Our gracious, merciful, forgiving, loving Lord will feed us as sure as I a sinner do the dogs under my table, but why the delay? Why the scorched earth and cloudless skies? Why can't a war we didn't start 10 years ago be ended by us? Why so much rain where too much has already fallen when the Christians there surely prayed for no more? Luther said that when God shows Himself distant and angry concealing His grace and help, He is planting faith deep in our hearts. He is teaching us to cling to His Word alone when He pretends to be different than what the Word says of Him (Buls, Series A, Gospel Texts, 43).
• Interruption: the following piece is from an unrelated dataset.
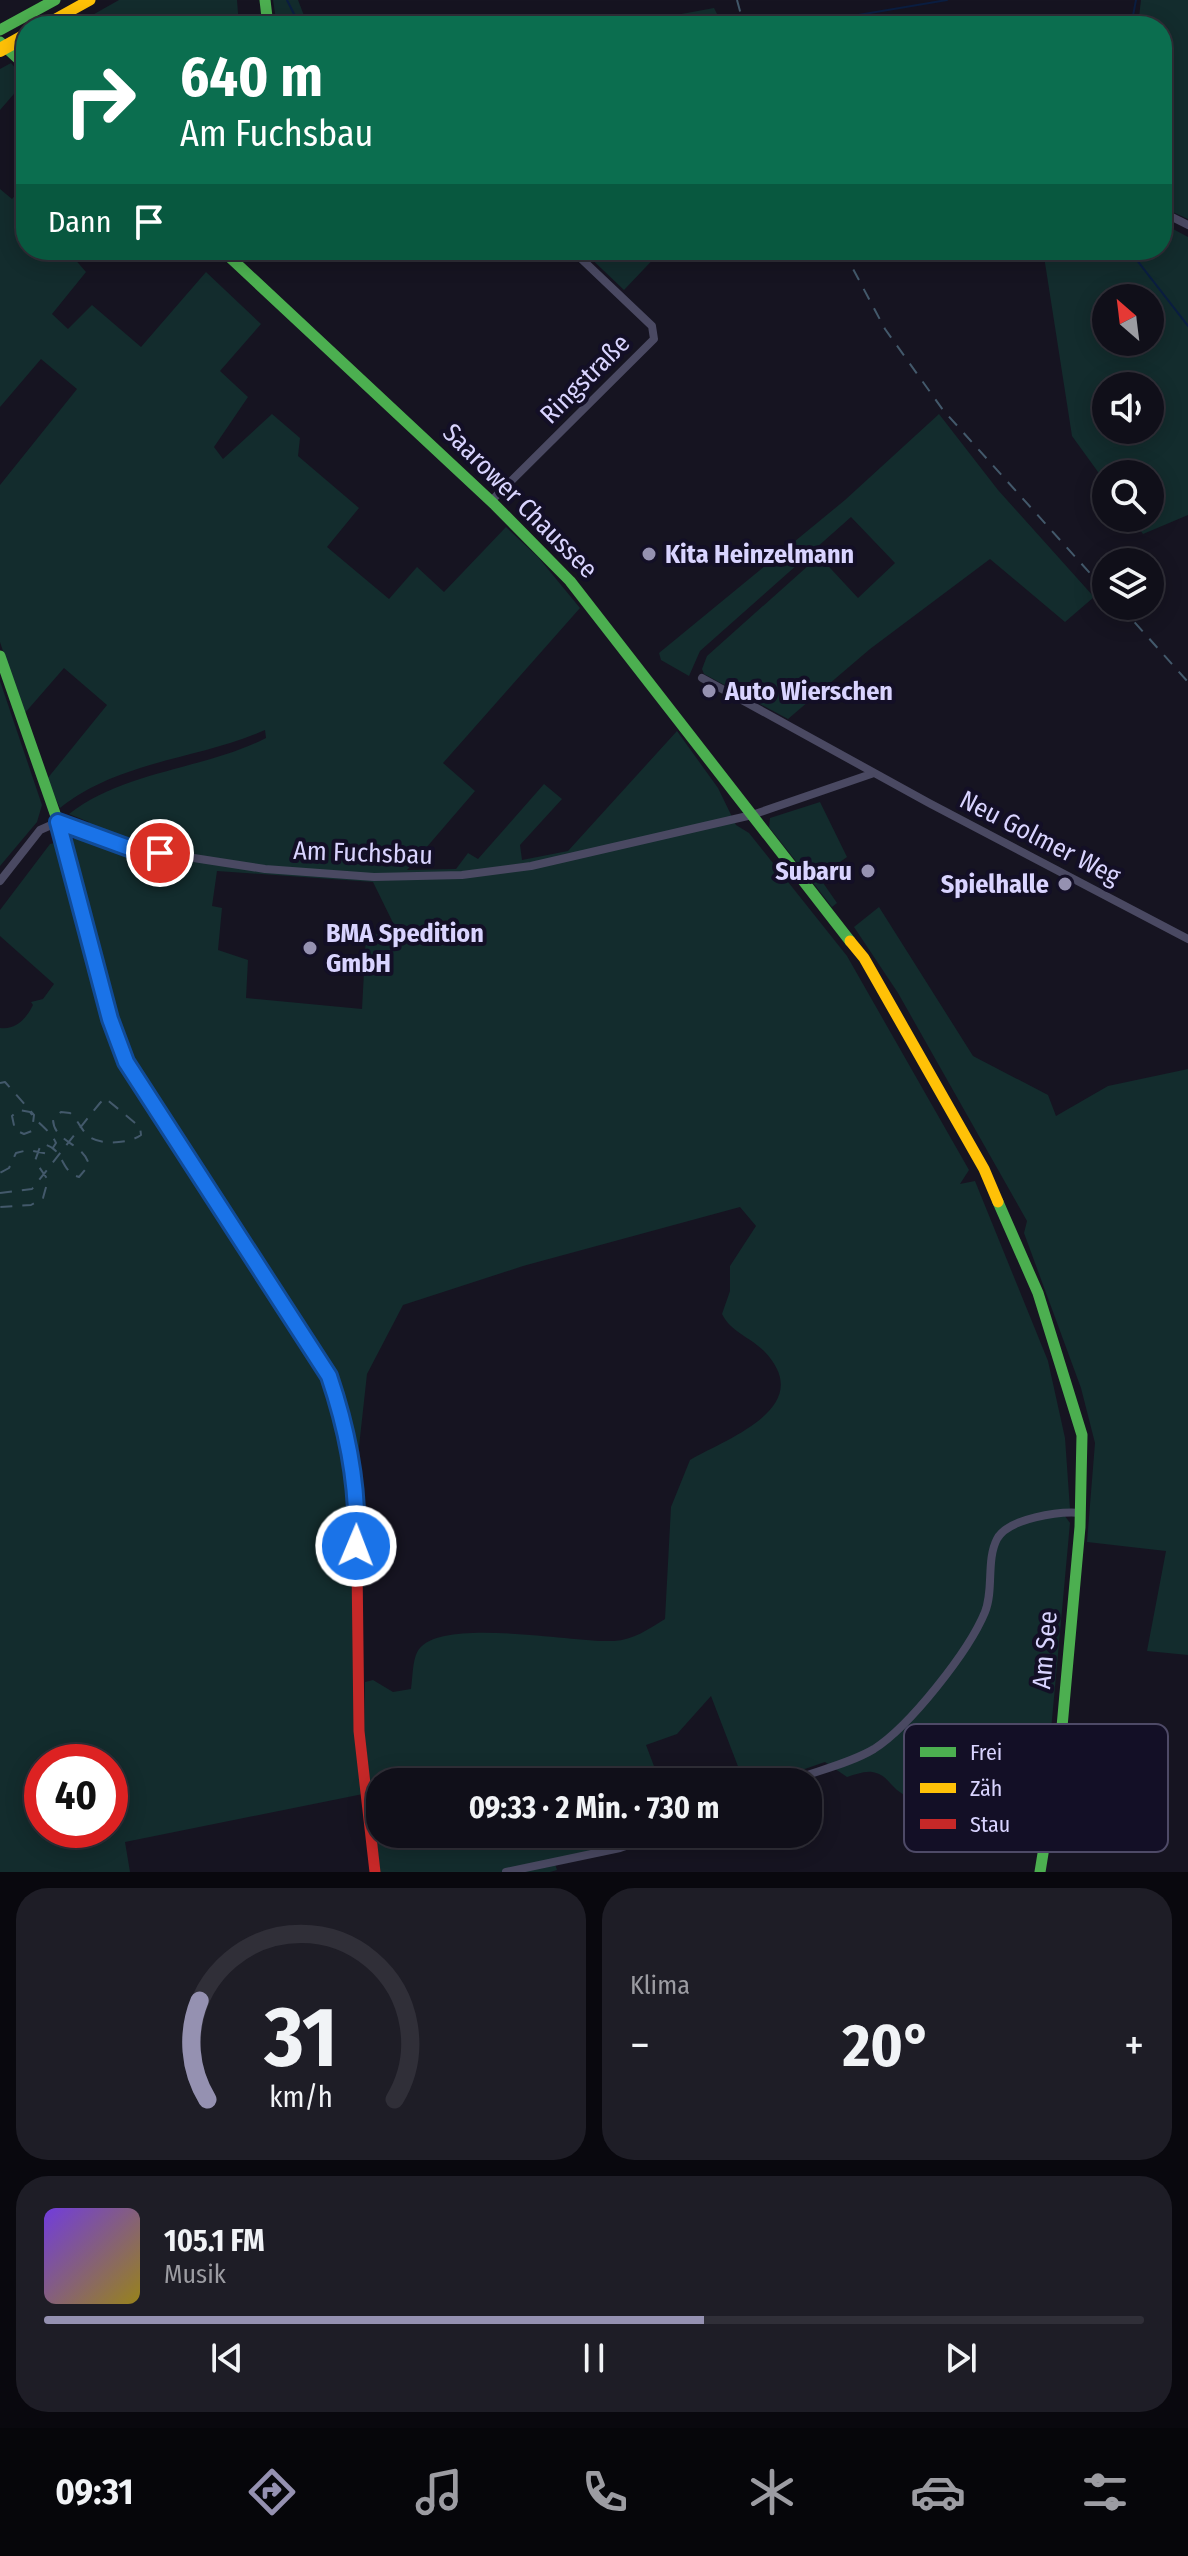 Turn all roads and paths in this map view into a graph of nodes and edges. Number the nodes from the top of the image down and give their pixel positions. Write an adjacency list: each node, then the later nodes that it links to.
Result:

Jesus plants us like we plant tomatoes. When you plant tomatoes you are supposed to bury them three-quarters in the ground. Otherwise, they grow spindly and produce nothing. When the world is frightening and our merciful God seems absent, He is planting us ever deeper in His Word, so that great faith might burst forth from our hearts as it did from this Canaanite woman and from the prophet Habakkuk. He too was faced with a dire situation where God didn't deliver him speedily.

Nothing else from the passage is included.